--- PROMPT ---
What lines in the entries hold the string "Viguier"? List them.

[Dataset entries]
* * * *

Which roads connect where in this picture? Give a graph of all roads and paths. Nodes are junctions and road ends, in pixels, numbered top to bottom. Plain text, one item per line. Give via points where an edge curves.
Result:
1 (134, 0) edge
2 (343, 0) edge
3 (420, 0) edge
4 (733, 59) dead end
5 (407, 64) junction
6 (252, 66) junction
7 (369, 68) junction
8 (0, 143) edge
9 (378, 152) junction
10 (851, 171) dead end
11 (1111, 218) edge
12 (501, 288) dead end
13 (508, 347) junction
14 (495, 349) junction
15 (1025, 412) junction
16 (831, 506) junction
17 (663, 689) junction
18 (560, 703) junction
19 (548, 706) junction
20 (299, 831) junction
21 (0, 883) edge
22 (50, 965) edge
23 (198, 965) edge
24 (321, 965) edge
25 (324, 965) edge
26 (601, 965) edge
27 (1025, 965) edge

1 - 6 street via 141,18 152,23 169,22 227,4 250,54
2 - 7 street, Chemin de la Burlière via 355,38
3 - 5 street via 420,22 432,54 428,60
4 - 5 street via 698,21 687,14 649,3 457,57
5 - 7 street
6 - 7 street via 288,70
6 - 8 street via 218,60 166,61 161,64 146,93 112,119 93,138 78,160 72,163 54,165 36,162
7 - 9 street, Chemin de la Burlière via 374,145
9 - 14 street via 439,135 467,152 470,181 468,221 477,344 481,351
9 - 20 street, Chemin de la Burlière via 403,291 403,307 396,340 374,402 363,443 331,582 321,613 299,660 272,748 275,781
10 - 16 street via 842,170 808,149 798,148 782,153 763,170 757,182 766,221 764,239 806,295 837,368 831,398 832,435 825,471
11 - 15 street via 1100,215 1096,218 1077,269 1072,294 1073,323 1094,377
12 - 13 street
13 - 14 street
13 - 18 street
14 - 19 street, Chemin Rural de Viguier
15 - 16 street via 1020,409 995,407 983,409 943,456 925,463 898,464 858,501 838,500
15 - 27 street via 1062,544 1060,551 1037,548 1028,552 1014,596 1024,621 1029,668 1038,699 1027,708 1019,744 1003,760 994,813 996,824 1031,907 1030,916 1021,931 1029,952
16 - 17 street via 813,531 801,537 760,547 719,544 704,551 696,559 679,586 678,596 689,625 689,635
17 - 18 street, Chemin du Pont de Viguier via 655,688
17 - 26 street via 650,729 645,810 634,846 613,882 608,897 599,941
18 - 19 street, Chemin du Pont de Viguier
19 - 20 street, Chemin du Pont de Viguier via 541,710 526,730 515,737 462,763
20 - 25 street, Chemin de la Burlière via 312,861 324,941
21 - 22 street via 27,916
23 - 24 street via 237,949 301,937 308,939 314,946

* * * *

--- SOLUTION FOR THIS EXERCISE ---
14 - 19 street, Chemin Rural de Viguier
17 - 18 street, Chemin du Pont de Viguier via 655,688
18 - 19 street, Chemin du Pont de Viguier
19 - 20 street, Chemin du Pont de Viguier via 541,710 526,730 515,737 462,763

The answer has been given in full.